--- START ---

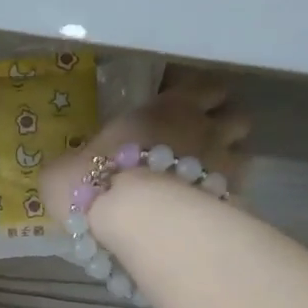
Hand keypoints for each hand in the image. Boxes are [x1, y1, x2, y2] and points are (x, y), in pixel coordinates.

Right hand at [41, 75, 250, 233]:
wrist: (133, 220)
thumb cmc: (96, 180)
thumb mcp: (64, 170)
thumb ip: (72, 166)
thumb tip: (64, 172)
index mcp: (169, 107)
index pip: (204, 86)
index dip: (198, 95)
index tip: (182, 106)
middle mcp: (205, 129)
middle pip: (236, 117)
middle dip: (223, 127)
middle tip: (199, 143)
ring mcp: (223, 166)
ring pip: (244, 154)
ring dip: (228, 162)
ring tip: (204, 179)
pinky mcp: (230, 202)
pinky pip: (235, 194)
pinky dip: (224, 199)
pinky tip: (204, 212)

--- END ---
--- START ---

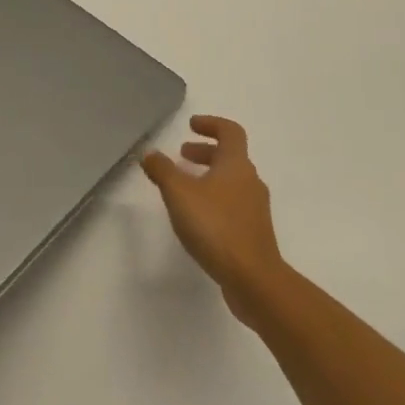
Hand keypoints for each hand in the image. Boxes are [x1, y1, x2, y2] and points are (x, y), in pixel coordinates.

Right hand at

--- END ---

Work instructions:
Find "index mcp: (169, 107)" in the entries above and copy that whole line exactly, then each line after it through the line that contains "pinky tip: (204, 212)".

Solved problem:
index mcp: (169, 107)
index pip: (204, 86)
index dip: (198, 95)
index tip: (182, 106)
middle mcp: (205, 129)
middle pip: (236, 117)
middle dip: (223, 127)
middle tip: (199, 143)
ring mcp: (223, 166)
ring pip: (244, 154)
ring dip: (228, 162)
ring tip: (204, 179)
pinky mcp: (230, 202)
pinky pip: (235, 194)
pinky dip: (224, 199)
pinky tip: (204, 212)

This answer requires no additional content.